|
Presse aktuell 2010
|
Weiler Zeitung vom 26.10.10
Hebel lesen ist Zeitvermehrung
Hansfrieder Zumkehr macht sich Gedanken zum Zeitbegriff bei und mit Johann Peter Hebel
Bad Bellingen-Hertingen (jut). „Hebel ist ein
wunderbarer Zeitvermehrer“, lernte man in der
Hertinger Kirche. Wie immer ging es mit einem
Gebet durch Pfarrerin Birgit Proske,
Orgelbegleitung durch Siegfried Bürgelin und
Chorgesang des Männerchors Hertingen festlich zu
bei dem Teil des Hebelschoppens, der in der
Kirche an den Dichter und sein Werk erinnert.
Es war ein informativer aber auch amüsanter
Vortrag zum „Zit biete“ bei Hebel, den der
Theologe Hansfrieder Zumkehr in der Hertinger
Kirche anlässlich des 100. Hertinger
Hebelschoppens hielt. Seine Vorredner Karl
Mannhardt, Organisator des Hertinger
Hebelschoppens und Christa Heimann machten
darauf aufmerksam, dass Hebel immer wieder mit
vielen Facetten bezüglich Theologie, Aufklärung,
Natur, menschliche Beobachtungen überrascht.

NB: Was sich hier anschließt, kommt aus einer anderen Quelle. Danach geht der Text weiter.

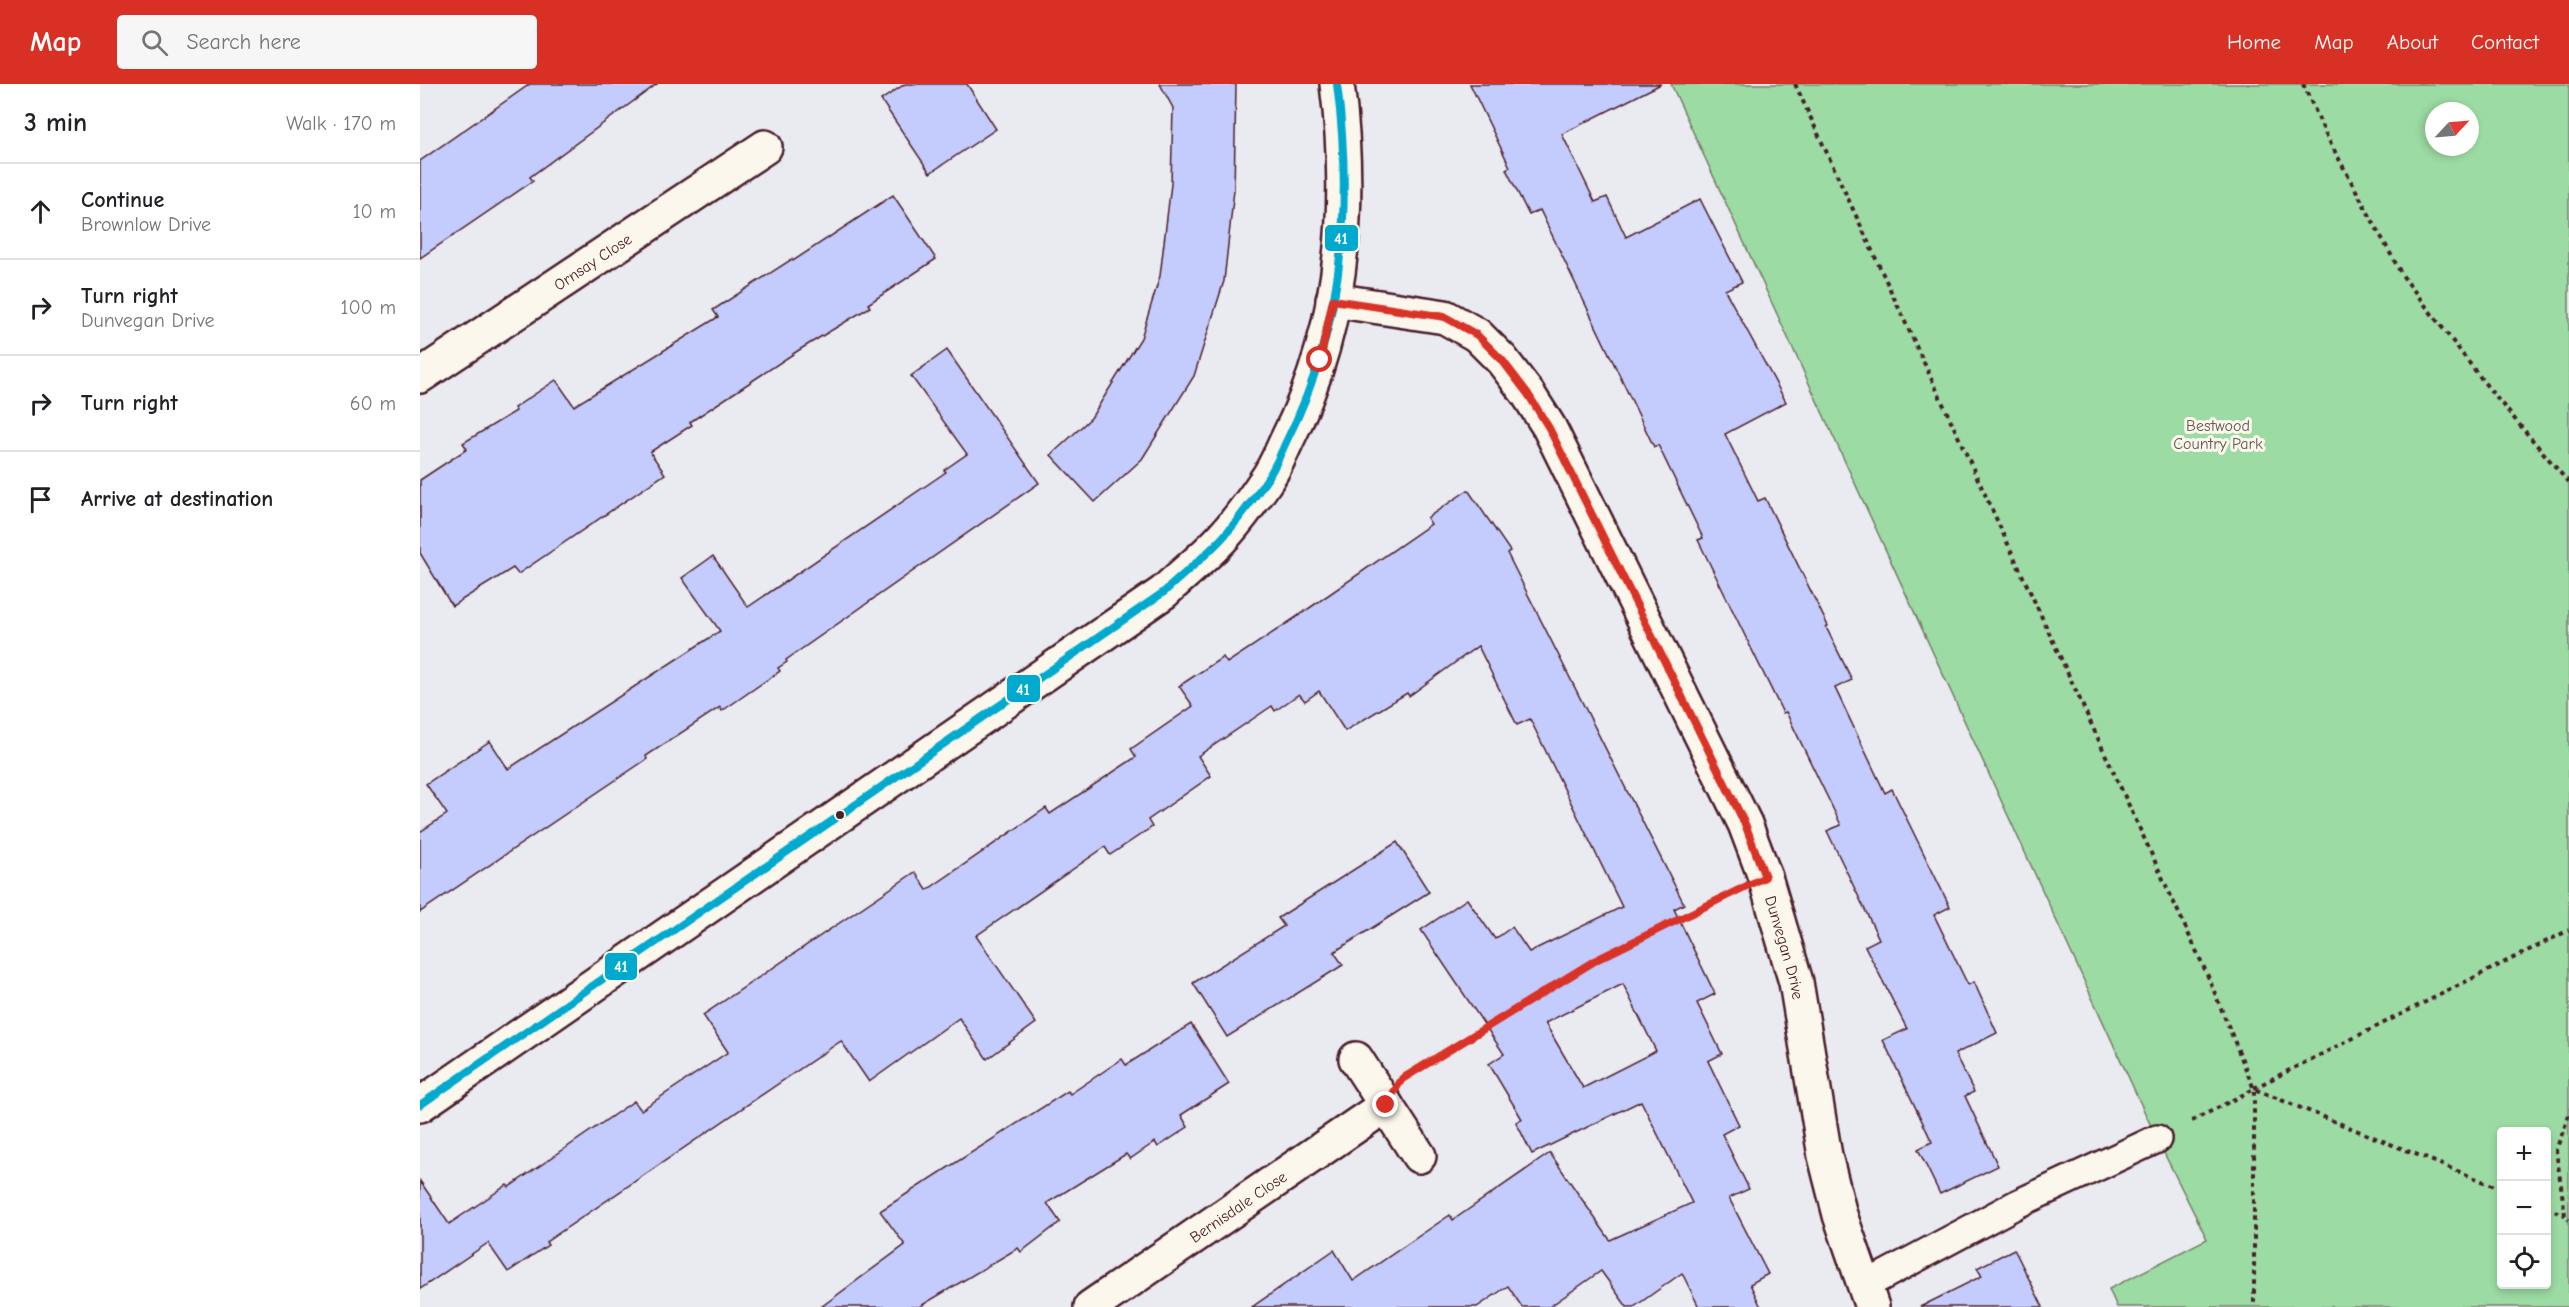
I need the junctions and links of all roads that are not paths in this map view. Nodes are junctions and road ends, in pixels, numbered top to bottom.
1 (1337, 84) edge
2 (765, 147) dead end
3 (1333, 300) junction
4 (420, 376) edge
5 (1356, 1059) dead end
6 (420, 1105) edge
7 (1386, 1105) junction
8 (2157, 1139) road end
9 (1419, 1156) dead end
10 (1868, 1297) edge
11 (1091, 1307) edge

1 - 3 street
2 - 4 street, Ornsay Close
3 - 6 street
3 - 10 street, Dunvegan Drive
5 - 7 street
7 - 9 street
7 - 11 street, Bernisdale Close
8 - 10 lane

Hebel, so erfuhrman, war ein durchaus moderner
Mensch heutiger Prägung - bereits vor mehr als
150 Jahren plagte ihn gelegentlich der sehr
moderne Zeitmangel - andererseits wiederumkonnte
der Dichter Dinge auch laufen lassen.
„Hebel weiß von der Vergänglichkeit im Leben,
deshalb verwebt er das Leben seiner Leser mit
Gedichten und Geschichten, zeigt immer wieder
den Zusammenhang von Jetztzeit und
Vergänglichkeit“, erläuterte Zumkehr. Hebel kann
Zeit in den Geschichten quasi in kleine
Bestandteile zerlegen, kann aber auch in wenigen
Sätzen das Weltgeschehen zusammenfassen. Er ist
so ein Meister der Zeitraffung. Hebel lesen sei
Zeitvermehrung, lasse man sich auf seine
Erzählungen ein, beobachte man, dass die Zeit
stehen bleiben könne oder „dass sie an einem
vorbeisäckelt“, erläuterte Zumkehr.
In seinen Briefen klagt Hebel, dass er „manchmal
ganz bankrott mit seiner Zeit“ werde. War das
der Grund dafür, dass er kein zweites
,Schatzkästlein' zustande brachte?“, fragte sich
Zumkehr. Wobei er schilderte, dass Hebel auch
Sympathien für Müßiggang hatte, mal in Ruhe
einen Kaffee trinken konnte, gesellige Stunden
liebte, bevor er „weiterschaffte“ und durchaus
fähig war, Dinge einen Tag liegen zu lassen, was
auch die Sympathie für die Figur des
Zundelfrieder belegt, nämlich „heute schon zu
tun, was man morgen noch tun kann“, so Zumkehr.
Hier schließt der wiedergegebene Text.